With honey and milk “under the tongue” wine is connected, to which, and that of the noblest kind, Son 7:10, Shulamith's palate is compared. Wine and milk together are οἰνόγαλα, which Chloe presents to Daphnis (Longus, i. 23). Solomon and his Song here hover on the pinnacle of full enjoyment; but if one understands his figurative language as it interprets itself, it here also expresses that delight of satisfaction which the author of Psa 19:6 transfers to the countenance of the rising sun, in words of a chaste purity which sexual love never abandons, in so far as it is connected with esteem for a beloved wife, and with the preservation of mutual personal dignity. For this very reason the words of Solomon, 1a, cannot be thought of as spoken to the guests. Between Son 4:16 and Son 5:1 the bridal night intervenes. The words used in 1a are Solomon's morning salutation to her who has now wholly become his own. The call addressed to the guests at the feast is given forth on the second day of the marriage, which, according to ancient custom, Gen 29:28; Jdg 14:12, was wont to be celebrated for seven days, Tob. 11:18. The dramatical character of the Song leads to this result, that the pauses are passed over, the scenes are quickly changed, and the times appear to be continuous.

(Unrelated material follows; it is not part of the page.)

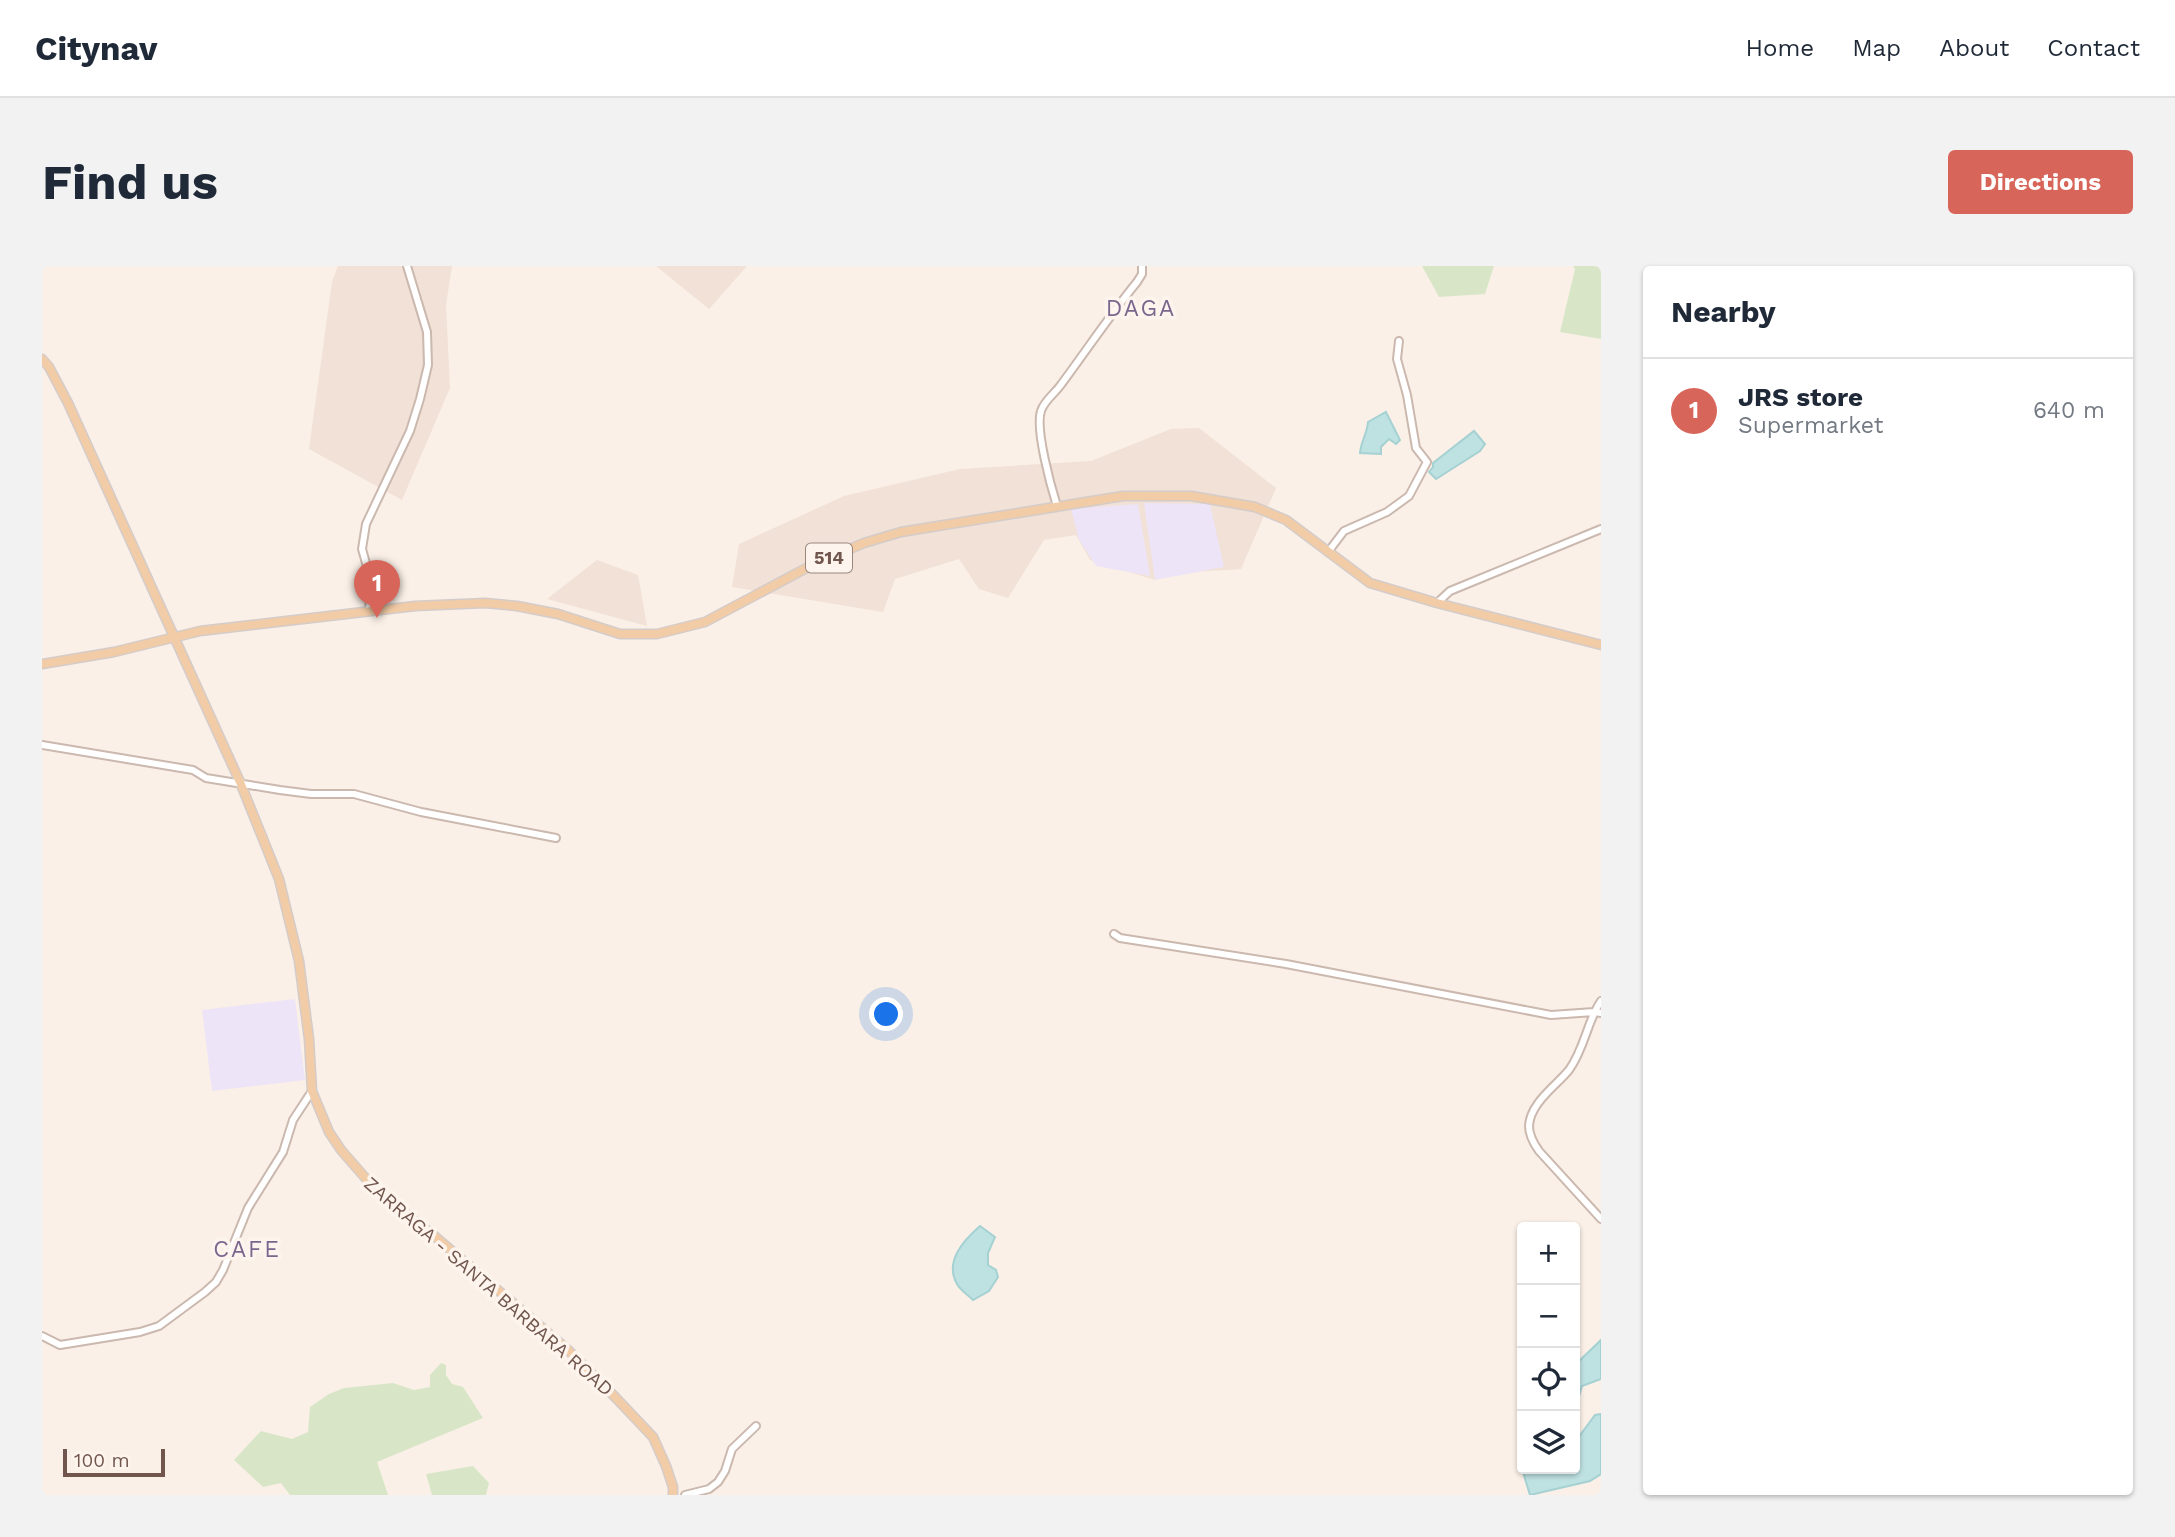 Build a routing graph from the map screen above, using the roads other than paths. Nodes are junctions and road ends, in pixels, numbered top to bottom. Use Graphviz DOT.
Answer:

The plur. דּוֹדִים Hengst. thinks always designates “love” (Liebe); thus, after Pro 7:18, also here: Eat, friends, drink and intoxicate yourselves in love. But the summons, inebriamini amoribus, has a meaning if regarded as directed by the guests to the married pair, but not as directed to the guests. And while we may say רוה דֹדִים, yet not שׁכר דוֹ, for shakar has always only the accus. of a spirituous liquor after it. Therefore none of the old translators (except only the Venet.: μεθύσθητε ἔρωσιν) understood dodim, notwithstanding that elsewhere in the Song it means love, in another than a personal sense; רֵעִים and דח are here the plur. of the elsewhere parallels רֵע and דּוֹד, e.g., Son 5:16, according to which also (cf. on the contrary, Son 4:16) they are accentuated. Those who are assembled are, as sympathizing friends, to participate in the pleasures of the feast. The Song of Songs has here reached its climax. A Paul would not hesitate, after Eph 5:31., to extend the mystical interpretation even to this. Of the antitype of the marriage pair it is said: “For the marriage of the Lamb is come, and His wife hath made herself ready” (Rev 19:7); and of the antitype of the marriage guests: “Blessed are they which are called unto the marriage supper of the Lamb” (Rev 19:9).